* THE TASK
Faithfully repeat all of the records, as they are written below.
- - - - - - -
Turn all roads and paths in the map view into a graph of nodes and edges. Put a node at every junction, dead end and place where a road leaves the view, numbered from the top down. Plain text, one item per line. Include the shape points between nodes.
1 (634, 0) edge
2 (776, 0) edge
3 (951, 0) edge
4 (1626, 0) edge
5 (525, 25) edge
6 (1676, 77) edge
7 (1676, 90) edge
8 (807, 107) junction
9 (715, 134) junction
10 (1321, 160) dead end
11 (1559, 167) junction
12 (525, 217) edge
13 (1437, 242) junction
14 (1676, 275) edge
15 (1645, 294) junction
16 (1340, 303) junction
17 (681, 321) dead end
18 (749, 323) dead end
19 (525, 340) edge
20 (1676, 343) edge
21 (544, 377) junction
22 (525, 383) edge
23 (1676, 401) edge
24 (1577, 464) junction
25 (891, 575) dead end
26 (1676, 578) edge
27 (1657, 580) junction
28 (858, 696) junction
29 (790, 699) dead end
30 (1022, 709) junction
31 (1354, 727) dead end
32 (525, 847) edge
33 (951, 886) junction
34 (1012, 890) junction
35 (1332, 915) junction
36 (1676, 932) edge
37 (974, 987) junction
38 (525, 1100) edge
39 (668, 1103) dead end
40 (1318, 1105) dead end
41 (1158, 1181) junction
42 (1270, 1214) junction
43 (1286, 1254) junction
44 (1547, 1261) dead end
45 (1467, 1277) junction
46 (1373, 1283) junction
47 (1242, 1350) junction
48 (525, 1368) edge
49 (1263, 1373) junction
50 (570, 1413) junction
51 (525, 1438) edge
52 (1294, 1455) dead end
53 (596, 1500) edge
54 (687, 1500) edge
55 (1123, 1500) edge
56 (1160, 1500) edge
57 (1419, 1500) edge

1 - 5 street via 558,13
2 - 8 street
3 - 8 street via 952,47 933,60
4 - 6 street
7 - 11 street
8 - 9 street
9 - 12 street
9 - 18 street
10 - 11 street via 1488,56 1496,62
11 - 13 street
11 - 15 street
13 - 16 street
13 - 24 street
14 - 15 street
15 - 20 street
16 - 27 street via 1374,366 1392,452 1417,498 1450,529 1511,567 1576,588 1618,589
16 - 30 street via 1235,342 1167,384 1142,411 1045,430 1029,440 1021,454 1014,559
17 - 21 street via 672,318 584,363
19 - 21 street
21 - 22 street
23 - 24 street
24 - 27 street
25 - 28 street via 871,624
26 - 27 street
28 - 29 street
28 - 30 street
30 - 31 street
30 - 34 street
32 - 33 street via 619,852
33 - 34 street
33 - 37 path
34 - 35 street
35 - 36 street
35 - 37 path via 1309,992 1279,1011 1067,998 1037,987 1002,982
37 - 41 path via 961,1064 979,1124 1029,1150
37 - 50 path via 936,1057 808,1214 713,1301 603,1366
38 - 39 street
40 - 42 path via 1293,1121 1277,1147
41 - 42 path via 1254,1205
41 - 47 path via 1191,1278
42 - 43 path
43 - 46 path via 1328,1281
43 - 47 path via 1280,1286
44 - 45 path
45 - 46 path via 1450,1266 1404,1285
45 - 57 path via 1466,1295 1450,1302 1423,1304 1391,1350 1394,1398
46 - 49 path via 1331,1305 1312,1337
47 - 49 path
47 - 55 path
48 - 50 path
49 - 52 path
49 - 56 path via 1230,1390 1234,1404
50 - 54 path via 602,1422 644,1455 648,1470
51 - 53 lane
- - - - - - -
* RESULT OF THIS TASK
Turn all roads and paths in the map view into a graph of nodes and edges. Put a node at every junction, dead end and place where a road leaves the view, numbered from the top down. Plain text, one item per line. Include the shape points between nodes.
1 (634, 0) edge
2 (776, 0) edge
3 (951, 0) edge
4 (1626, 0) edge
5 (525, 25) edge
6 (1676, 77) edge
7 (1676, 90) edge
8 (807, 107) junction
9 (715, 134) junction
10 (1321, 160) dead end
11 (1559, 167) junction
12 (525, 217) edge
13 (1437, 242) junction
14 (1676, 275) edge
15 (1645, 294) junction
16 (1340, 303) junction
17 (681, 321) dead end
18 (749, 323) dead end
19 (525, 340) edge
20 (1676, 343) edge
21 (544, 377) junction
22 (525, 383) edge
23 (1676, 401) edge
24 (1577, 464) junction
25 (891, 575) dead end
26 (1676, 578) edge
27 (1657, 580) junction
28 (858, 696) junction
29 (790, 699) dead end
30 (1022, 709) junction
31 (1354, 727) dead end
32 (525, 847) edge
33 (951, 886) junction
34 (1012, 890) junction
35 (1332, 915) junction
36 (1676, 932) edge
37 (974, 987) junction
38 (525, 1100) edge
39 (668, 1103) dead end
40 (1318, 1105) dead end
41 (1158, 1181) junction
42 (1270, 1214) junction
43 (1286, 1254) junction
44 (1547, 1261) dead end
45 (1467, 1277) junction
46 (1373, 1283) junction
47 (1242, 1350) junction
48 (525, 1368) edge
49 (1263, 1373) junction
50 (570, 1413) junction
51 (525, 1438) edge
52 (1294, 1455) dead end
53 (596, 1500) edge
54 (687, 1500) edge
55 (1123, 1500) edge
56 (1160, 1500) edge
57 (1419, 1500) edge

1 - 5 street via 558,13
2 - 8 street
3 - 8 street via 952,47 933,60
4 - 6 street
7 - 11 street
8 - 9 street
9 - 12 street
9 - 18 street
10 - 11 street via 1488,56 1496,62
11 - 13 street
11 - 15 street
13 - 16 street
13 - 24 street
14 - 15 street
15 - 20 street
16 - 27 street via 1374,366 1392,452 1417,498 1450,529 1511,567 1576,588 1618,589
16 - 30 street via 1235,342 1167,384 1142,411 1045,430 1029,440 1021,454 1014,559
17 - 21 street via 672,318 584,363
19 - 21 street
21 - 22 street
23 - 24 street
24 - 27 street
25 - 28 street via 871,624
26 - 27 street
28 - 29 street
28 - 30 street
30 - 31 street
30 - 34 street
32 - 33 street via 619,852
33 - 34 street
33 - 37 path
34 - 35 street
35 - 36 street
35 - 37 path via 1309,992 1279,1011 1067,998 1037,987 1002,982
37 - 41 path via 961,1064 979,1124 1029,1150
37 - 50 path via 936,1057 808,1214 713,1301 603,1366
38 - 39 street
40 - 42 path via 1293,1121 1277,1147
41 - 42 path via 1254,1205
41 - 47 path via 1191,1278
42 - 43 path
43 - 46 path via 1328,1281
43 - 47 path via 1280,1286
44 - 45 path
45 - 46 path via 1450,1266 1404,1285
45 - 57 path via 1466,1295 1450,1302 1423,1304 1391,1350 1394,1398
46 - 49 path via 1331,1305 1312,1337
47 - 49 path
47 - 55 path
48 - 50 path
49 - 52 path
49 - 56 path via 1230,1390 1234,1404
50 - 54 path via 602,1422 644,1455 648,1470
51 - 53 lane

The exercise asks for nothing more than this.